Even though the college answer focused on pharmacokinetics almost exclusively, the college question actually asked about pharmacology as a broad category. Thus, one needs to bring some pharmacodynamics into it as well. The college answer attempts this by mentioning the changes in insulin sensitivity associated with Type II diabetes (which, strictly speaking, is not related to obesity, even thoug obesity and diabetes are strongly associated). 

  • Absorption
    • Increased gastric emptying rate =  higher oral peak dose (variable and drug-dependent)
    • Decreased gastric emptying rate due to bariatric surgery = lower oral peak dose (cyclosporine, thyroxine, phenytoin and rifampicin)
    • Poor subcutaneous fat circulation = decreased subcutaneous absorption (hCG)
    • Difficult intramuscular access = inadvertant subcutaneous injection
  • Distribution
    • Increased absolute and proportional amount of body fat = increased Vd for lipophilic drugs (benzodiazepines, lignocaine, thiopentone, verapamil)
    • Increased total body water = increased Vd for hydrophilic drugs (amikacin, gentamicin and tobramicin)

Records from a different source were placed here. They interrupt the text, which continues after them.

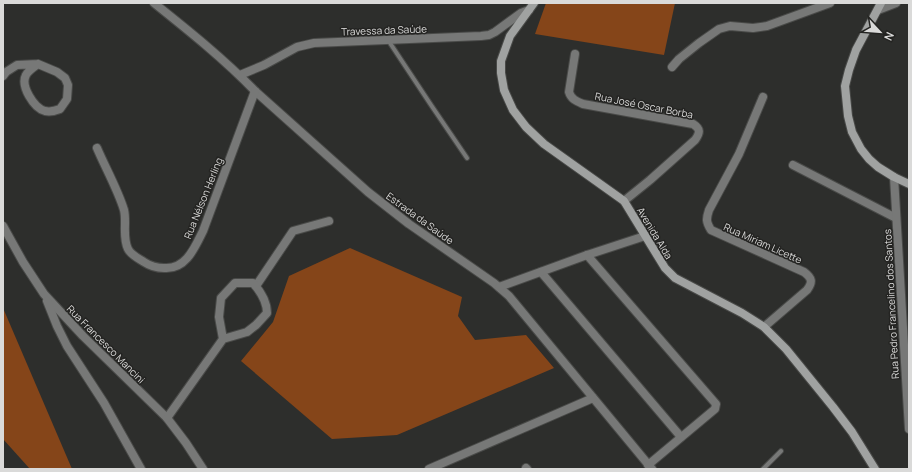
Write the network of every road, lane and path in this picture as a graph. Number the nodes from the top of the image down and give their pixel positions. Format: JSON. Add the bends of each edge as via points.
{"nodes":[{"id":1,"x":154,"y":3,"type":"edge"},
{"id":2,"x":534,"y":3,"type":"edge"},
{"id":3,"x":830,"y":3,"type":"edge"},
{"id":4,"x":896,"y":3,"type":"edge"},
{"id":5,"x":879,"y":7,"type":"edge"},
{"id":6,"x":529,"y":10,"type":"junction"},
{"id":7,"x":388,"y":39,"type":"junction"},
{"id":8,"x":575,"y":54,"type":"dead end"},
{"id":9,"x":38,"y":64,"type":"junction"},
{"id":10,"x":672,"y":67,"type":"dead end"},
{"id":11,"x":240,"y":75,"type":"junction"},
{"id":12,"x":3,"y":76,"type":"edge"},
{"id":13,"x":255,"y":91,"type":"junction"},
{"id":14,"x":763,"y":97,"type":"dead end"},
{"id":15,"x":96,"y":148,"type":"dead end"},
{"id":16,"x":467,"y":158,"type":"dead end"},
{"id":17,"x":793,"y":165,"type":"dead end"},
{"id":18,"x":894,"y":177,"type":"junction"},
{"id":19,"x":909,"y":184,"type":"edge"},
{"id":20,"x":624,"y":201,"type":"junction"},
{"id":21,"x":896,"y":218,"type":"junction"},
{"id":22,"x":329,"y":221,"type":"dead end"},
{"id":23,"x":3,"y":226,"type":"edge"},
{"id":24,"x":645,"y":236,"type":"junction"},
{"id":25,"x":587,"y":255,"type":"junction"},
{"id":26,"x":541,"y":272,"type":"junction"},
{"id":27,"x":256,"y":286,"type":"junction"},
{"id":28,"x":499,"y":287,"type":"junction"},
{"id":29,"x":44,"y":294,"type":"junction"},
{"id":30,"x":764,"y":327,"type":"junction"},
{"id":31,"x":223,"y":339,"type":"junction"},
{"id":32,"x":594,"y":398,"type":"junction"},
{"id":33,"x":167,"y":418,"type":"junction"},
{"id":34,"x":909,"y":430,"type":"edge"},
{"id":35,"x":681,"y":437,"type":"junction"},
{"id":36,"x":781,"y":451,"type":"dead end"},
{"id":37,"x":650,"y":467,"type":"edge"},
{"id":38,"x":142,"y":469,"type":"edge"},
{"id":39,"x":203,"y":469,"type":"edge"},
{"id":40,"x":429,"y":469,"type":"edge"},
{"id":41,"x":763,"y":469,"type":"edge"},
{"id":42,"x":875,"y":469,"type":"edge"}],
"edges":[{"from":1,"to":11,"type":"street","name":"Estrada da Saúde"},
{"from":2,"to":6,"type":"street","name":"Avenida Alda"},
{"from":3,"to":10,"type":"street","via":[[767,26],[730,26],[719,29]]},
{"from":4,"to":5,"type":"street"},
{"from":5,"to":18,"type":"street","via":[[856,50],[845,86],[852,132],[861,149],[868,159]]},
{"from":6,"to":7,"type":"street","name":"Travessa da Saúde","via":[[489,35]]},
{"from":6,"to":20,"type":"street","name":"Avenida Alda","via":[[510,36],[501,61],[504,90],[513,110],[544,144]]},
{"from":7,"to":11,"type":"street","name":"Travessa da Saúde","via":[[314,42],[297,47]]},
{"from":7,"to":16,"type":"lane"},
{"from":8,"to":20,"type":"street","name":"Rua José Oscar Borba","via":[[569,92],[575,100],[583,104],[693,124],[699,130],[695,140]]},
{"from":9,"to":9,"type":"street","via":[[65,78],[68,85],[67,99],[60,109],[44,111],[36,106],[29,96],[25,77]]},
{"from":9,"to":12,"type":"street","via":[[17,64]]},
{"from":11,"to":13,"type":"street","name":"Estrada da Saúde"},
{"from":13,"to":15,"type":"street","name":"Rua Nélson Herling","via":[[203,231],[193,251],[182,263],[170,269],[147,264],[128,250],[125,212]]},
{"from":13,"to":28,"type":"street","name":"Estrada da Saúde","via":[[368,192]]},
{"from":14,"to":30,"type":"street","name":"Rua Miriam Licette","via":[[739,154],[707,218],[711,230],[809,276],[811,280],[807,290]]},
{"from":17,"to":21,"type":"street"},
{"from":18,"to":19,"type":"street"},
{"from":18,"to":21,"type":"street","name":"Rua Pedro Francelino dos Santos"},
{"from":20,"to":24,"type":"street","name":"Avenida Alda"},
{"from":21,"to":34,"type":"street","name":"Rua Pedro Francelino dos Santos"},
{"from":22,"to":27,"type":"street","via":[[293,231]]},
{"from":23,"to":29,"type":"street","name":"Rua Francesco Mancini"},
{"from":24,"to":25,"type":"street"},
{"from":24,"to":30,"type":"street","name":"Avenida Alda","via":[[665,268],[675,278]]},
{"from":25,"to":26,"type":"street"},
{"from":25,"to":35,"type":"street","via":[[716,404],[715,409]]},
{"from":26,"to":28,"type":"street"},
{"from":26,"to":35,"type":"street"},
{"from":27,"to":31,"type":"street","via":[[267,304],[266,313],[247,332]]},
{"from":27,"to":31,"type":"street","via":[[253,283],[235,283],[221,298],[219,316]]},
{"from":28,"to":32,"type":"street","name":"Estrada da Saúde"},
{"from":29,"to":33,"type":"street","name":"Rua Francesco Mancini"},
{"from":29,"to":38,"type":"street","via":[[67,346],[104,402]]},
{"from":30,"to":42,"type":"street","name":"Avenida Alda","via":[[786,349],[833,407]]},
{"from":31,"to":33,"type":"street"},
{"from":32,"to":37,"type":"street","name":"Estrada da Saúde"},
{"from":32,"to":40,"type":"street"},
{"from":33,"to":39,"type":"street","name":"Rua Francesco Mancini"},
{"from":35,"to":37,"type":"street"},
{"from":36,"to":41,"type":"lane"}]}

    • Increased α1-acid glycoprotein levels = decreased free fraction of some drugs (eg. propanolol) 
  • Metabolism
    • Increased hepatic blood flow due to increased cardiac output = increased clearance of high extraction ratio drugs (propofol)
    • Decreased hepatic blood flow due to fatty liver  = decreased hepatic clearance (clozapine, haloperidol)

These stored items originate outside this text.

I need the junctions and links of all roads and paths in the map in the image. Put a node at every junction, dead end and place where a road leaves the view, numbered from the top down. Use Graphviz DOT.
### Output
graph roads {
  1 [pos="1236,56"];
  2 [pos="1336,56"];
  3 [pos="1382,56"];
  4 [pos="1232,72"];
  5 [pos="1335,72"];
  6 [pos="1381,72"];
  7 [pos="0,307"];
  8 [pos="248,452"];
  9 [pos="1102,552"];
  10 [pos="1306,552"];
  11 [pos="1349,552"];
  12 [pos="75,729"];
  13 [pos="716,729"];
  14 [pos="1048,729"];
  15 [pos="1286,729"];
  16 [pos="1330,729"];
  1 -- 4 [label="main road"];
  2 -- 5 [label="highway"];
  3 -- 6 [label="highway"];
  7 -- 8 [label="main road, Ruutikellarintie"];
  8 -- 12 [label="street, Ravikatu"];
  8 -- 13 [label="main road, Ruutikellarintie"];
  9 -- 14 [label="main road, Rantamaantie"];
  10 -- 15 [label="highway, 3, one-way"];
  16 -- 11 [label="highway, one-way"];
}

    • Increased Phase II enzyme activity = increased hepatic clearance (lorazepam, oxazepam, paracetamol)
    • Increased soluble enzyme activity = increased substrate drug dose requirements (suxamethonium)
  • Elimination
    • Increased half-life due to increased volume of distribution for extremely lipophilic drugs (desmethyldiazepam, midazolam)
    • Increased cardiac output = increased GFR, increased renal clearance of hydrophilic drugs (vancomycin, aminoglycosides)
    • Increased tubular secretion = increased clearance out of proportion to increased GFR (ciprofloxacin, cimetidine and procainamide)
    • Decreased GFR due to diabetic nephropathy = reversal of the normal obesity-associated increase in clearance (vancomycin, aminoglycosides, ciprofoloxacin, etc)
  • Decreased dose response
    • Resistance to haemodynamic effects of nitroglycerine 
    • Resistance to the effects of oral contraceptives (Robinson et al, 2013)
    • Resistance to the effects of atracurium (Varin et al, 1990), which the authors blamed on the desensitisation of acetylcholine receptors associated with an inactive sedentary lifestyle.